INPUT MATERIAL below:

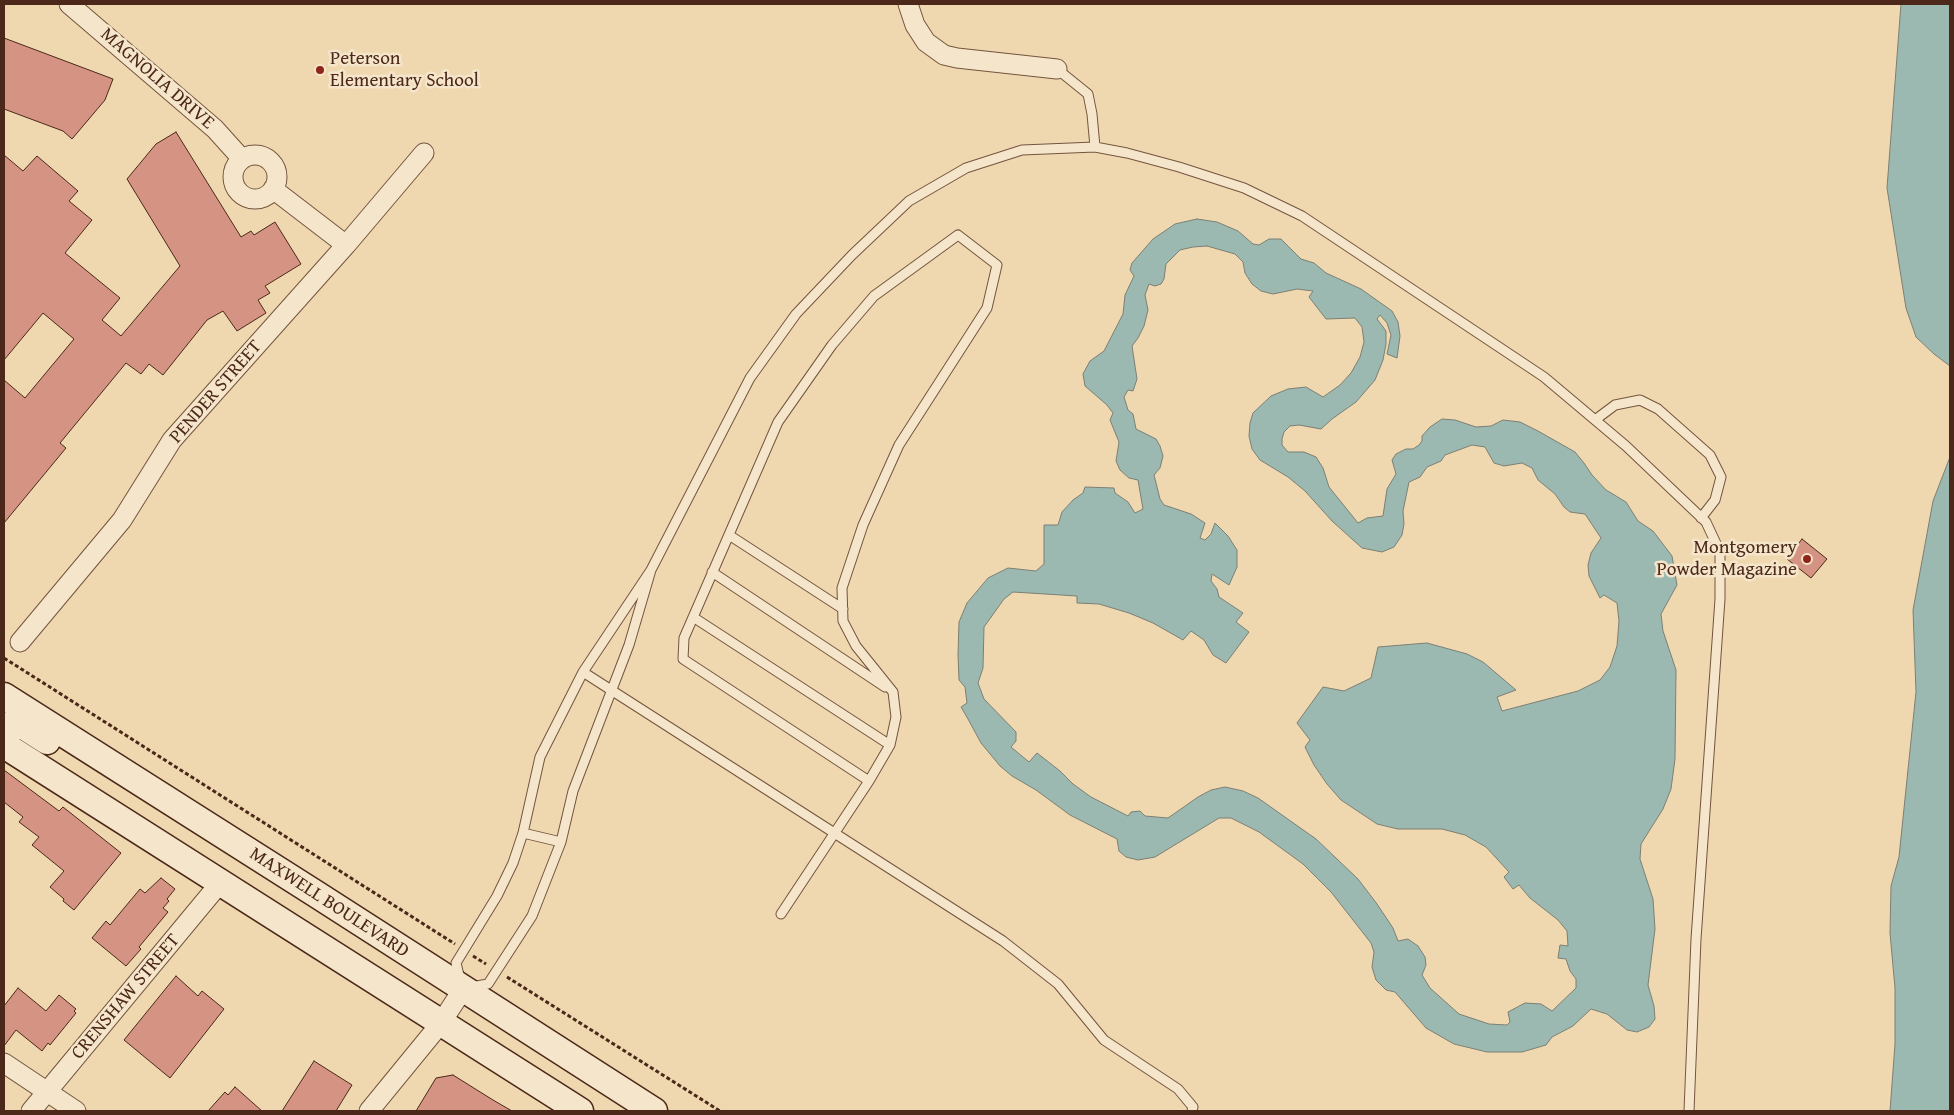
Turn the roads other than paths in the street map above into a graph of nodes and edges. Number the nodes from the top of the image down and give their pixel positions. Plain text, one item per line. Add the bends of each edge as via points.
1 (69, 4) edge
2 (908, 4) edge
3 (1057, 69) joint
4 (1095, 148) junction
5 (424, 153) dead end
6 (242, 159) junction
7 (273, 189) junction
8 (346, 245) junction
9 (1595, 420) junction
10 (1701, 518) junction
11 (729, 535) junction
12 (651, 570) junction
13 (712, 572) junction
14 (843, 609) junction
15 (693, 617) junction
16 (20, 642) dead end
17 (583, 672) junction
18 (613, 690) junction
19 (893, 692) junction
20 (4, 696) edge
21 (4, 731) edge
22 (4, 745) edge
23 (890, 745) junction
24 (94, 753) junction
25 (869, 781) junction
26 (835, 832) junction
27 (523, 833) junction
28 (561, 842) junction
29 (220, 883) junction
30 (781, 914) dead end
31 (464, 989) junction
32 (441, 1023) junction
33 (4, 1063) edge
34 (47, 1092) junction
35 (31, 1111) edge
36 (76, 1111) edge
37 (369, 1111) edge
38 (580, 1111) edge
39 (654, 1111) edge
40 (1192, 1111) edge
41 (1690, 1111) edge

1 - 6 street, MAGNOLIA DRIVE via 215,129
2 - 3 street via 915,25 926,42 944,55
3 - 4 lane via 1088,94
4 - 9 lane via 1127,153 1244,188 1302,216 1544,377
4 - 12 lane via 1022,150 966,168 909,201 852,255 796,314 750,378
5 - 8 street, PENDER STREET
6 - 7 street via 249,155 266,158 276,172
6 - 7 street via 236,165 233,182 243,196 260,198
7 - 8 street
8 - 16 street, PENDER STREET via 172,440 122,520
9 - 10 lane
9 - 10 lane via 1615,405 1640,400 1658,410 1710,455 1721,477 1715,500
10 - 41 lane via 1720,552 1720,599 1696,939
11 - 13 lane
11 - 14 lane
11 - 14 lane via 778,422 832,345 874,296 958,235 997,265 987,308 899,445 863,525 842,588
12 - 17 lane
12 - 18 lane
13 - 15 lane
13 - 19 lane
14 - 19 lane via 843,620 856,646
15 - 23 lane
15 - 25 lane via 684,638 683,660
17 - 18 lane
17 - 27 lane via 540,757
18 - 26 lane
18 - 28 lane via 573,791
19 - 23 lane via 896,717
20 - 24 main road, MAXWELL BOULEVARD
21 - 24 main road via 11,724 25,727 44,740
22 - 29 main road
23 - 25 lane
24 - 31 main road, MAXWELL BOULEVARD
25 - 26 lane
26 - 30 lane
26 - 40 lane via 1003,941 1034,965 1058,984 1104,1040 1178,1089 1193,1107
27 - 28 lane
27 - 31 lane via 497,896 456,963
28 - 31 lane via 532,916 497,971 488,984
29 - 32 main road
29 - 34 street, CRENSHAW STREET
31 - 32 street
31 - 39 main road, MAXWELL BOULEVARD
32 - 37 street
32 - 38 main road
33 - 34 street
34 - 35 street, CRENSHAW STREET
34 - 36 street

End of INPUT MATERIAL.

Repeat the entries above exactly as written, but not their pictures.

● TASK RESULT
Turn the roads other than paths in the street map above into a graph of nodes and edges. Number the nodes from the top of the image down and give their pixel positions. Plain text, one item per line. Add the bends of each edge as via points.
1 (69, 4) edge
2 (908, 4) edge
3 (1057, 69) joint
4 (1095, 148) junction
5 (424, 153) dead end
6 (242, 159) junction
7 (273, 189) junction
8 (346, 245) junction
9 (1595, 420) junction
10 (1701, 518) junction
11 (729, 535) junction
12 (651, 570) junction
13 (712, 572) junction
14 (843, 609) junction
15 (693, 617) junction
16 (20, 642) dead end
17 (583, 672) junction
18 (613, 690) junction
19 (893, 692) junction
20 (4, 696) edge
21 (4, 731) edge
22 (4, 745) edge
23 (890, 745) junction
24 (94, 753) junction
25 (869, 781) junction
26 (835, 832) junction
27 (523, 833) junction
28 (561, 842) junction
29 (220, 883) junction
30 (781, 914) dead end
31 (464, 989) junction
32 (441, 1023) junction
33 (4, 1063) edge
34 (47, 1092) junction
35 (31, 1111) edge
36 (76, 1111) edge
37 (369, 1111) edge
38 (580, 1111) edge
39 (654, 1111) edge
40 (1192, 1111) edge
41 (1690, 1111) edge

1 - 6 street, MAGNOLIA DRIVE via 215,129
2 - 3 street via 915,25 926,42 944,55
3 - 4 lane via 1088,94
4 - 9 lane via 1127,153 1244,188 1302,216 1544,377
4 - 12 lane via 1022,150 966,168 909,201 852,255 796,314 750,378
5 - 8 street, PENDER STREET
6 - 7 street via 249,155 266,158 276,172
6 - 7 street via 236,165 233,182 243,196 260,198
7 - 8 street
8 - 16 street, PENDER STREET via 172,440 122,520
9 - 10 lane
9 - 10 lane via 1615,405 1640,400 1658,410 1710,455 1721,477 1715,500
10 - 41 lane via 1720,552 1720,599 1696,939
11 - 13 lane
11 - 14 lane
11 - 14 lane via 778,422 832,345 874,296 958,235 997,265 987,308 899,445 863,525 842,588
12 - 17 lane
12 - 18 lane
13 - 15 lane
13 - 19 lane
14 - 19 lane via 843,620 856,646
15 - 23 lane
15 - 25 lane via 684,638 683,660
17 - 18 lane
17 - 27 lane via 540,757
18 - 26 lane
18 - 28 lane via 573,791
19 - 23 lane via 896,717
20 - 24 main road, MAXWELL BOULEVARD
21 - 24 main road via 11,724 25,727 44,740
22 - 29 main road
23 - 25 lane
24 - 31 main road, MAXWELL BOULEVARD
25 - 26 lane
26 - 30 lane
26 - 40 lane via 1003,941 1034,965 1058,984 1104,1040 1178,1089 1193,1107
27 - 28 lane
27 - 31 lane via 497,896 456,963
28 - 31 lane via 532,916 497,971 488,984
29 - 32 main road
29 - 34 street, CRENSHAW STREET
31 - 32 street
31 - 39 main road, MAXWELL BOULEVARD
32 - 37 street
32 - 38 main road
33 - 34 street
34 - 35 street, CRENSHAW STREET
34 - 36 street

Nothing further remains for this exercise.